Articles Comments

Pak Tea House » Army » Khaki Games

Khaki Games

By Saad Hafiz:

It is evident from recent events that the Pakistan military has never accepted the concept of civilian control. Historically, the generals have maintained a consistent attitude that civilian leaders are, at best, temporary office holders to be outmanueuvred or outlasted. Civilian governments have been focused on the possibility of coups and the challenges of keeping the military in the barracks.

The country’s founders, preoccupied with nation survival, could not foresee the threat to civilian control of the military. Large military forces were not viewed as a danger to liberty; surprising, as that was a legacy of the British colonial period and the army’s occupation. Military forces were not seen as a risk to a nascent democracy. This allowed the establishment of an aristocratic and autocratic military class, which prevailed over the concept of a civilian-soldiery. The political leadership also did not foresee that large military forces would threaten economic prosperity.  There was little realization that maintaining large standing armies represented an enormous burden on the fledgling economy of a new nation. Finally, the civilian leadership did not comprehend that large military forces endangered peace and arms races led to war.  Thus, the lack of civilian control of the military that arose from a set of historical circumstances became embedded over time in Pakistan’s political thought through tradition, custom, and belief.

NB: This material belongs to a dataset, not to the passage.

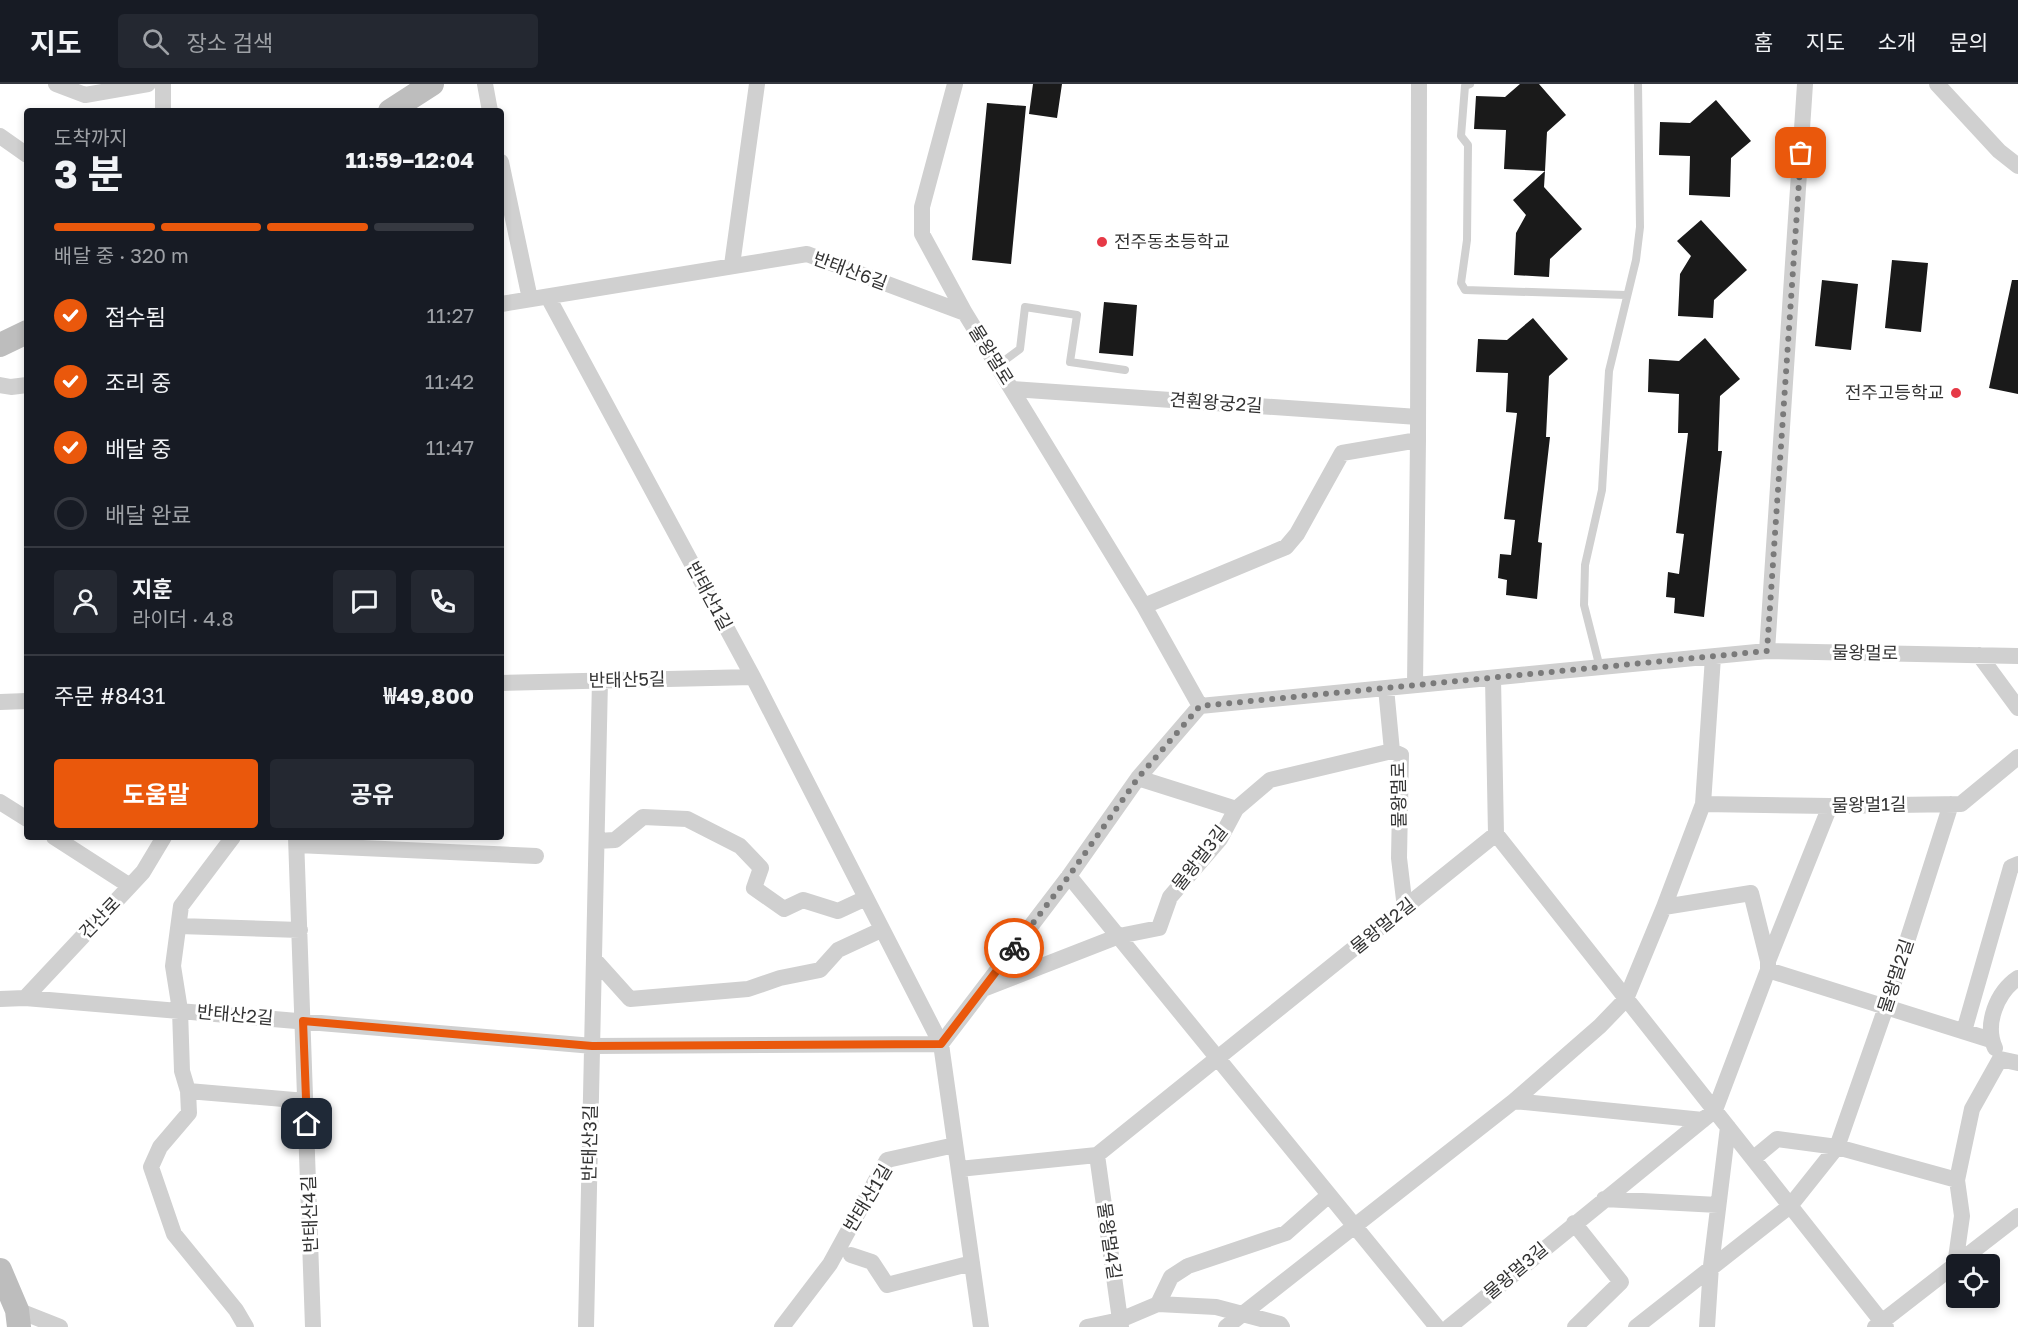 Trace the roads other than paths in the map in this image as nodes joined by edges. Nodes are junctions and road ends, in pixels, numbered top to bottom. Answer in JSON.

The US experience can provide valuable lessons to countries struggling with the challenges of an emerging democracy. After the Union defeat at the Battle of Fredericksburg, President Abraham Lincoln decided to appoint the politically ambitious General ‘Fighting’ Joe Hooker as commander of the Army of the Potomac — the leading army of the Union. Desperate for victory, Lincoln wrote Hooker one of the most amazing letters in American civilian-military relations.

Lincoln said in part, “I have heard, in such way as to believe it, of your recently saying that both the Army and the Government needed a Dictator. Of course, it was not for this, but in spite of it, that I have given you the command. Only those generals, who gain successes, can set up dictatorships. What I now ask of you is military success, and I will risk the dictatorship.” Hooker led the Army of the Potomac to defeat in the Battle of Chancellorsville, and he ‘resigned’ the position just before the Battle of Gettysburg. In contrast, Pakistani generals have never ‘resigned’ or shied away from setting up dictatorships despite repeated military failures from Khem Karan to Kargil. In fact, military defeats have not diminished the power and authority of the professional military versus civilian authority.

Other than preventing military coups, another key principle requires that the military serve in an administrative, not a policy-making role. Generals should not be involved in the political decision-making process. Their role must be limited to proffering advice regarding the use of the military in achieving policy-makers’ goals, and as to the probable success of the military outcome. It should be left to the political leaders to decide if the military option should be pursued. The civil/military balance can be disturbed by the ability of the military to succeed in imposing its preferred policy outcomes against the wishes of civilian leaders to the contrary.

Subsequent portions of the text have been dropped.